Ontology Graph V5: TTL Import, Mixed Extraction, Temporal Lineage

Migration note (issue #38): This design doc is a historical record. The implementation has migrated from GraphSpec to ResolvedGraph. Key API changes:

ttl_import() / ttl_resolve() → import_owl() from bigquery_ontology

load_graph_spec() → load_ontology() + load_binding() + resolve()

GraphSpec / EntitySpec / BindingSpec → ResolvedGraph / ResolvedEntity / ResolvedRelationship

The demo notebook has been updated to use the new API.

Build production-scale context graphs from OWL ontologies, mixed telemetry sources, and cross-session entity evolution — all in BigQuery, driven by a single YAML spec.

Notebook: examples/ontology_graph_v5_demo.ipynb

Why This Matters

V4 introduced configuration-driven graph pipelines: declare an ontology in YAML, extract structured data from agent telemetry via AI.GENERATE, and materialize it into a BigQuery Property Graph. But real ad-tech pipelines hit three walls that V4 does not address:

Ontology bootstrapping. Industry-standard ontologies ship as OWL/Turtle files (IAB, ADCP, FIBO). Hand-translating 36 classes and 112 properties into YAML is error-prone and slow.
Extraction reliability. AI.GENERATE is powerful but non-deterministic. For high-volume structured events (BKA decision traces, bid responses), the LLM is unnecessary overhead — and a source of hallucinated fields.
Temporal scope. V4 graphs are session-scoped snapshots. Answering "How did this ad unit's targeting change between yesterday's campaign and today's?" requires cross-session entity lineage.

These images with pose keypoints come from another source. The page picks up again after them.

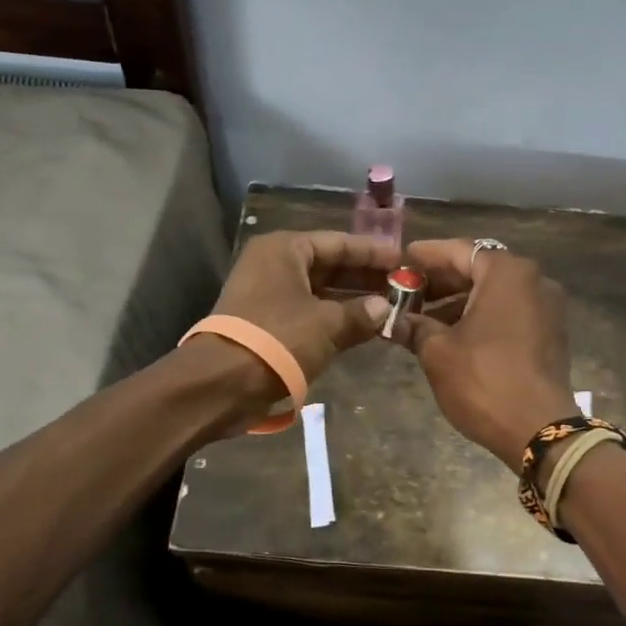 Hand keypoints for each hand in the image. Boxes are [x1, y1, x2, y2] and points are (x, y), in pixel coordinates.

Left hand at [210, 230, 399, 387]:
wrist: (222, 383)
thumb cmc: (278, 339)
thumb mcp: (327, 324)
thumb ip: (361, 313)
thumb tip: (385, 308)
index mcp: (285, 249)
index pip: (338, 242)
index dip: (373, 252)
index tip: (404, 260)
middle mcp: (274, 264)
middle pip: (329, 265)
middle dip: (365, 277)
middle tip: (402, 286)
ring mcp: (268, 294)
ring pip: (320, 291)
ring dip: (352, 300)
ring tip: (390, 308)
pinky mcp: (266, 323)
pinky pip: (309, 312)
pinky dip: (334, 318)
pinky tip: (364, 328)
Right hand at [386, 240, 578, 469]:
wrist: (539, 430)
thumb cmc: (483, 380)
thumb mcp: (437, 351)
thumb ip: (414, 325)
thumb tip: (394, 319)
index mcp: (507, 273)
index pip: (459, 251)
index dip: (426, 256)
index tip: (400, 261)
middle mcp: (533, 280)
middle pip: (479, 269)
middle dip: (442, 281)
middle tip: (407, 291)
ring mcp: (547, 307)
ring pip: (494, 293)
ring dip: (459, 302)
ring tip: (422, 319)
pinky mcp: (550, 333)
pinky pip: (510, 312)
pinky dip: (481, 316)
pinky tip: (452, 335) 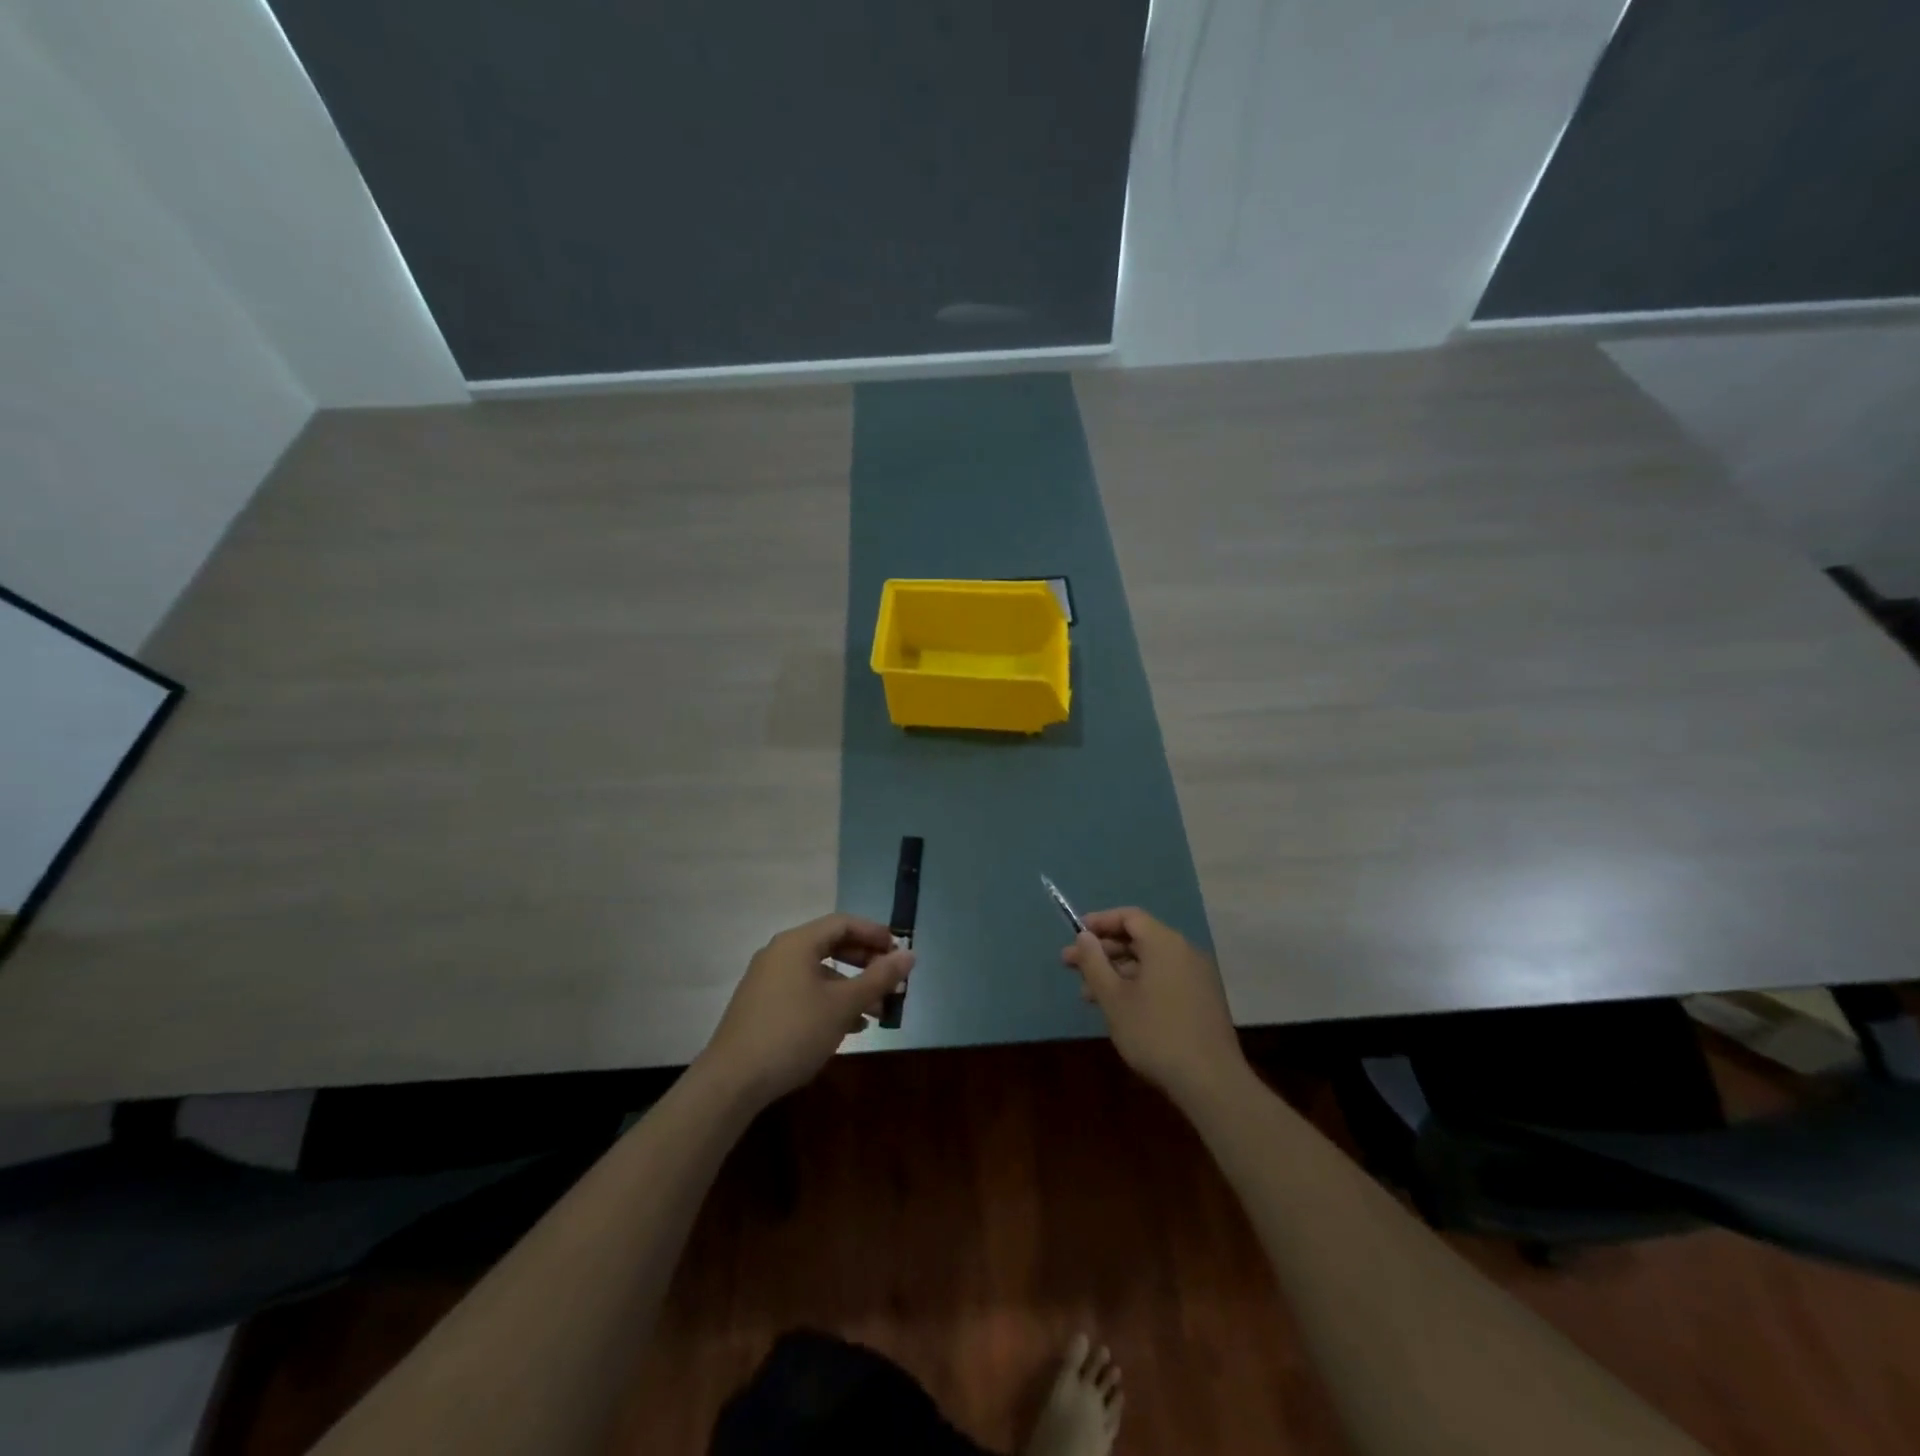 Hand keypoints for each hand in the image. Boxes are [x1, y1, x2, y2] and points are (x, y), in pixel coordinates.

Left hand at [697, 914, 913, 1104]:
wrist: (732, 1081)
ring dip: (851, 987)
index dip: (875, 933)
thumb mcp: (843, 1005)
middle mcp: (780, 954)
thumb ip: (878, 978)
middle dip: (866, 963)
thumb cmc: (793, 1032)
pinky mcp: (762, 1006)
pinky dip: (830, 1001)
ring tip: (877, 1012)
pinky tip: (850, 1027)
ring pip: (819, 973)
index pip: (843, 923)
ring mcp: (768, 980)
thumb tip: (910, 954)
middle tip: (892, 981)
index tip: (899, 952)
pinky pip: (804, 991)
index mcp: (797, 943)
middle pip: (831, 946)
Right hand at [1061, 907, 1244, 1105]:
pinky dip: (1138, 985)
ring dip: (1117, 972)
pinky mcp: (1202, 1000)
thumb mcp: (1114, 998)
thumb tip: (1084, 936)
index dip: (1100, 922)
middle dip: (1103, 951)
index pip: (1129, 917)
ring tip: (1088, 995)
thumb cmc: (1155, 1033)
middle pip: (1139, 939)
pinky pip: (1164, 979)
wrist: (1211, 1081)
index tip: (1076, 936)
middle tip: (1072, 966)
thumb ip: (1094, 963)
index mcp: (1165, 944)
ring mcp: (1197, 977)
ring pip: (1150, 963)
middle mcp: (1185, 952)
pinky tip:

V5 solves all three with backwards-compatible extensions to the existing pipeline.

Architecture

                          ┌───────────────┐
OWL/Turtle files  ───────►│  TTL Importer  │──► GraphSpec YAML
(YAMO, IAB, ADCP)         │  (Phase 1+2)  │    (runtime-ready)
                          └───────────────┘
                                  │
                                  ▼
┌─────────────────────┐   ┌─────────────────────┐
│   YAML Ontology     │   │  Structured          │
│   Specification     │   │  Extractor Registry   │
│   (GraphSpec)       │   │  (BKA, ADCP, ...)     │
└────────┬────────────┘   └────────┬──────────────┘
         │                         │
         ▼                         ▼
┌──────────────────────────────────────────────────┐
│   OntologyGraphManager                            │
│   ┌──────────────┐  ┌──────────────────────────┐ │
│   │ Structured    │  │ AI.GENERATE              │ │
│   │ (fast-path)   │  │ (unhandled spans only)   │ │
│   └──────┬───────┘  └──────────┬───────────────┘ │
│          │    dedup by node_id  │                  │
│          └──────────┬───────────┘                  │
└─────────────────────┼──────────────────────────────┘
                      ▼
┌─────────────────────────────────────────────────────┐
│   Materializer (batch_load)                          │
│   staging table → DELETE → INSERT → DROP staging     │
│   Per-table TableStatus: idempotent = True/False     │
└────────┬────────────────────────────────────────────┘
         │
         ▼
┌─────────────────────┐     ┌──────────────────────────────┐
│   Property Graph    │────►│  GQL Queries                  │
│   DDL Transpiler    │     │  Forward + Lineage traversal  │
└─────────────────────┘     └──────────────────────────────┘

What V5 Adds to V4

Capability	V4	V5
Ontology source	Hand-authored YAML	YAML + OWL/Turtle import (`ttl_import` / `ttl_resolve`)
Extraction	AI.GENERATE only	Structured extractors + AI for unhandled spans
Write mode	Streaming insert (buffer conflicts)	Batch load via staging tables (`write_mode="batch_load"`)
Temporal scope	Single-session snapshots	Cross-session lineage via `detect_lineage_edges`
GQL	Forward traversal	+ `compile_lineage_gql` for evolution queries
Status reporting	Row counts only	`MaterializationResult` with per-table `TableStatus`

All V5 features are additive — existing V4 specs and workflows work unchanged.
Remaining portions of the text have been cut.